Exercise details: Wherever a line in the records contains the word "Cowglen", return that line.
........
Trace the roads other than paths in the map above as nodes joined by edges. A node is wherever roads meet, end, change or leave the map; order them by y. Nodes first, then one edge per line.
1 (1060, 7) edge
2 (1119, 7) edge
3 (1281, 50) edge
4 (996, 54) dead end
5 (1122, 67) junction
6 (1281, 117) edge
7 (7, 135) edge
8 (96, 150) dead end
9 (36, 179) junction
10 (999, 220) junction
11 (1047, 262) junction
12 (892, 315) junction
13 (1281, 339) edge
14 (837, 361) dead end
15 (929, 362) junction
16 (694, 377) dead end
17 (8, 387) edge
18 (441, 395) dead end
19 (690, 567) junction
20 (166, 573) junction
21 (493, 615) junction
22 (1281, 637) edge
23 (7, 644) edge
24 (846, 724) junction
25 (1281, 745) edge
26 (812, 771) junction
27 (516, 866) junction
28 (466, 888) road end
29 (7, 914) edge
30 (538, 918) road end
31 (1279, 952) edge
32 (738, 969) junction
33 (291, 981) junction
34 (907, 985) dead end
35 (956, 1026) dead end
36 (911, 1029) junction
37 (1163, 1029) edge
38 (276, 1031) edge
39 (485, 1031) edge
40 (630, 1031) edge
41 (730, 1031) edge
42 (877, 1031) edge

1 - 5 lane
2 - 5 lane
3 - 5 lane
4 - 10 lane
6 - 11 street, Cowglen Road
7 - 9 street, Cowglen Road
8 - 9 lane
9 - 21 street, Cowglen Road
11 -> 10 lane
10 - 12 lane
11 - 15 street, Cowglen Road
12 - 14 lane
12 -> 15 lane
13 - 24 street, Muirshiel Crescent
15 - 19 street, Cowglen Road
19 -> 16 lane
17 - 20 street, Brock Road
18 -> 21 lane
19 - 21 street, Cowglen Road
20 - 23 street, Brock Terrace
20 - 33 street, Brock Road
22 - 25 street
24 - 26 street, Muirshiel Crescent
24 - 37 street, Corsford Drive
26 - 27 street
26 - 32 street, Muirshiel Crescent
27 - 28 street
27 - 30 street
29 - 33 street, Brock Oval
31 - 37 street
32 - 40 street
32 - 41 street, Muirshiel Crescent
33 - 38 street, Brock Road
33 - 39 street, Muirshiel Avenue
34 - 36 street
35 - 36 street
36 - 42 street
........
Response to the task:
6 - 11 street, Cowglen Road
7 - 9 street, Cowglen Road
9 - 21 street, Cowglen Road
11 - 15 street, Cowglen Road
15 - 19 street, Cowglen Road
19 - 21 street, Cowglen Road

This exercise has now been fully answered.